» Work required
Every line below that holds the word "hiribidea" must be listed.

(Saved entries)
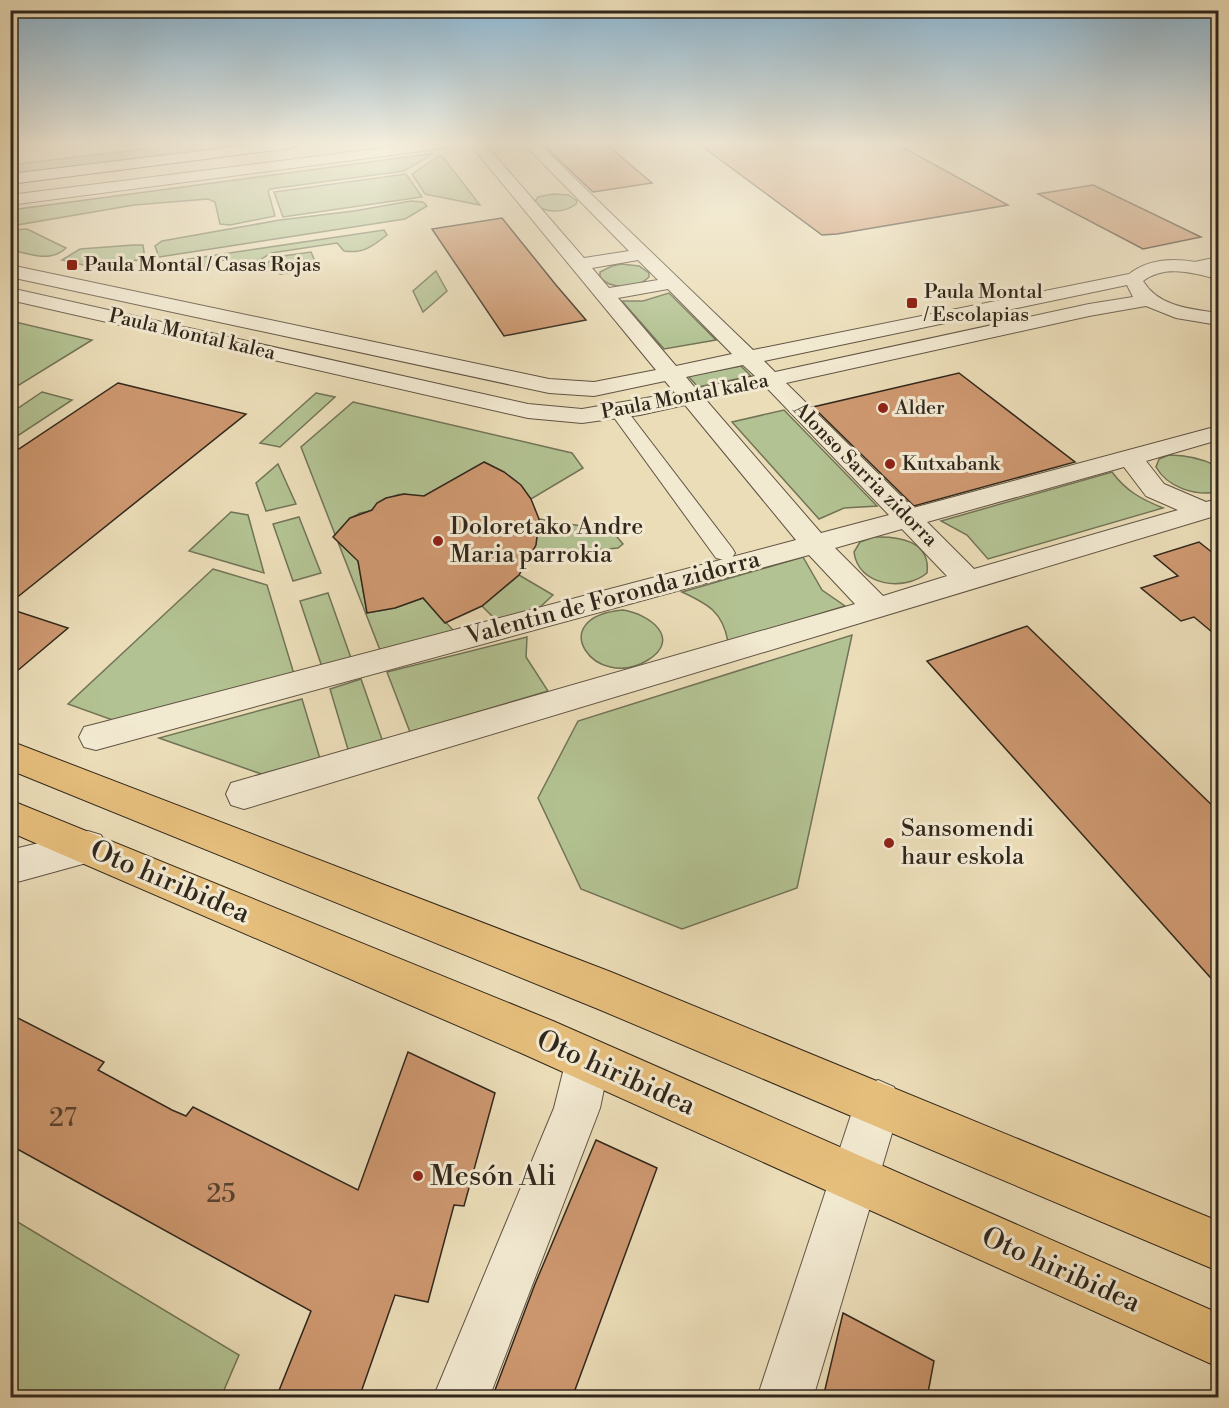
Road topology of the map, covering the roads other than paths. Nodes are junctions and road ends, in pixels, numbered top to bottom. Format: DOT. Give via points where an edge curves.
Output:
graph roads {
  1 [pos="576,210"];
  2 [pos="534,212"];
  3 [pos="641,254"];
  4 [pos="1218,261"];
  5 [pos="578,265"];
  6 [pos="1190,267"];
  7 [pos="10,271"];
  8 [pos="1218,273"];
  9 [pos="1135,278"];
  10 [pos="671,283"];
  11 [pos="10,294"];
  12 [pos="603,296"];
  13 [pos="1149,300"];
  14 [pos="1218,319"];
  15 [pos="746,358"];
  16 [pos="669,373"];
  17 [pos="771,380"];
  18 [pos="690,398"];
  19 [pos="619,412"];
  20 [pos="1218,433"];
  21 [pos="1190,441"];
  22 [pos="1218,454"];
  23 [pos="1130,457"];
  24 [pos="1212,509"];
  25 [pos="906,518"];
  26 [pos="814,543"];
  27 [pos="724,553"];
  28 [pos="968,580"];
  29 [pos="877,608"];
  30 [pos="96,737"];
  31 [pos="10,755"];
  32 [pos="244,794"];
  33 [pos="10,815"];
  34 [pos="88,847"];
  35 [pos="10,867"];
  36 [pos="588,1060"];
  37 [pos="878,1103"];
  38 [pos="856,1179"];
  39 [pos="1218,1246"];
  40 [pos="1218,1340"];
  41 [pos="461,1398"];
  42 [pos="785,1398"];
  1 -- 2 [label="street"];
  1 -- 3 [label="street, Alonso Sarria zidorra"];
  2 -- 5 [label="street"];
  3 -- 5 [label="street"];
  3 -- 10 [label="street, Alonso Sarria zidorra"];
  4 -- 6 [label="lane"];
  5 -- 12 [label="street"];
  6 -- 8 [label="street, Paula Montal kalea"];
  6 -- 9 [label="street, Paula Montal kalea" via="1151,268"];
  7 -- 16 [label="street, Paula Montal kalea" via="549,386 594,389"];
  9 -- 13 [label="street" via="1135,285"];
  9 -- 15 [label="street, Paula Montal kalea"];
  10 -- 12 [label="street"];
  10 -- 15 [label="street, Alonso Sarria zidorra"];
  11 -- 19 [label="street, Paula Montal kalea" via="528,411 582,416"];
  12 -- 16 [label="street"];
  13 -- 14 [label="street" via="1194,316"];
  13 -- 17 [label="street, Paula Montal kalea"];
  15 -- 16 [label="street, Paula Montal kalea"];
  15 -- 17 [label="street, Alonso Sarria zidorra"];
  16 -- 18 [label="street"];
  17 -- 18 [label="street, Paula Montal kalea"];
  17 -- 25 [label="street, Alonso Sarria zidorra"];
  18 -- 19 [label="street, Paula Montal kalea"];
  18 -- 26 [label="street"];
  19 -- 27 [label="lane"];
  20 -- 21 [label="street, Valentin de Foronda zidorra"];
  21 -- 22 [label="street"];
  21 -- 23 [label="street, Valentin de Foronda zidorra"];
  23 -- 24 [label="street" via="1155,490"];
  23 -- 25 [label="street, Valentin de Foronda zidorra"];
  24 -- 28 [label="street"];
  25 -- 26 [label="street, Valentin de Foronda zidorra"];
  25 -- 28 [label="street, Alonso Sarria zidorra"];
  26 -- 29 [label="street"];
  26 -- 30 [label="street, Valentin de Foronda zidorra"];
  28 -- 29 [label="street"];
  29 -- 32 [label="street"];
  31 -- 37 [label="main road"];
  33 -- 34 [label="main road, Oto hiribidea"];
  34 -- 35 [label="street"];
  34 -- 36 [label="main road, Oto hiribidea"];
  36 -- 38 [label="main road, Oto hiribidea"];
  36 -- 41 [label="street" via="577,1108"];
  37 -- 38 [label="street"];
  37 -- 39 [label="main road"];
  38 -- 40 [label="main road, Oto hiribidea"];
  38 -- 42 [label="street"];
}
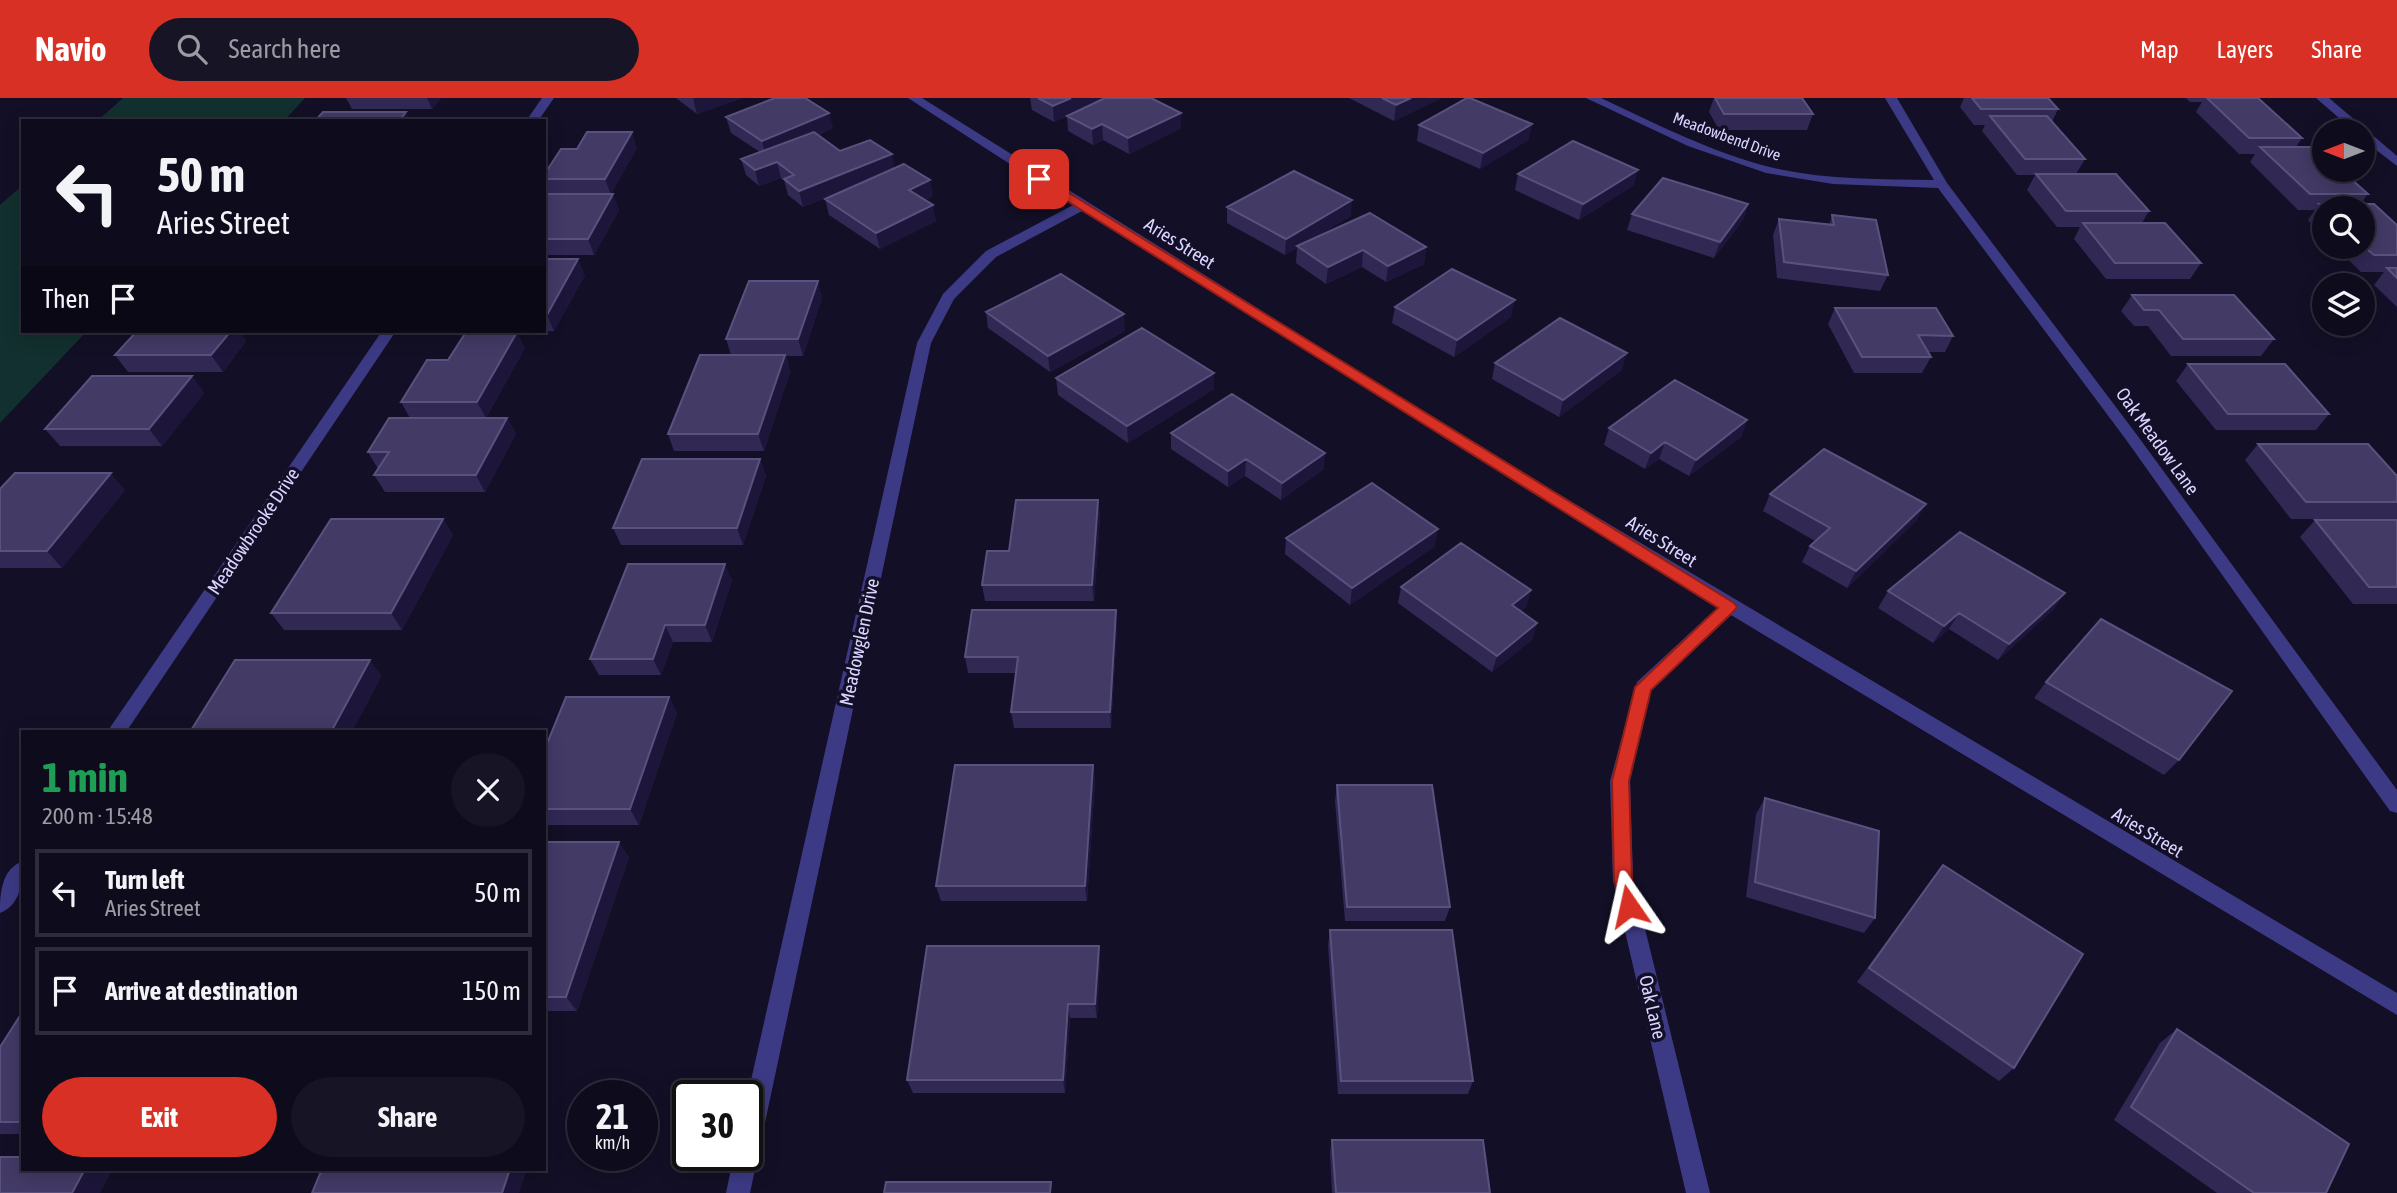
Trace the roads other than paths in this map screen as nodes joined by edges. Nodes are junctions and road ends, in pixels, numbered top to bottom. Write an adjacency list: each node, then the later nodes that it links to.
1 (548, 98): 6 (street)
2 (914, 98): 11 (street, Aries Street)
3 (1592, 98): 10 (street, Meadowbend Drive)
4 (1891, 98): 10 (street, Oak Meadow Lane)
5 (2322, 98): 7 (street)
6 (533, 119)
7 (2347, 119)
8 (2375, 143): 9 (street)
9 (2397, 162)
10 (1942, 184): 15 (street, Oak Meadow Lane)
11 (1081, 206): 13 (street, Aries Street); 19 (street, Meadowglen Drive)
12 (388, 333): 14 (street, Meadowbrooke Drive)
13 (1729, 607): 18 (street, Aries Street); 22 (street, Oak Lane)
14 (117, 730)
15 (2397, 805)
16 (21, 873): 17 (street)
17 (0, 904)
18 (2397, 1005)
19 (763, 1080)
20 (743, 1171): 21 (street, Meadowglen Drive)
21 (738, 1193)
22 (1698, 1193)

» Solution to this task
  33 -- 34 [label="main road, Oto hiribidea"];
  34 -- 36 [label="main road, Oto hiribidea"];
  36 -- 38 [label="main road, Oto hiribidea"];
  38 -- 40 [label="main road, Oto hiribidea"];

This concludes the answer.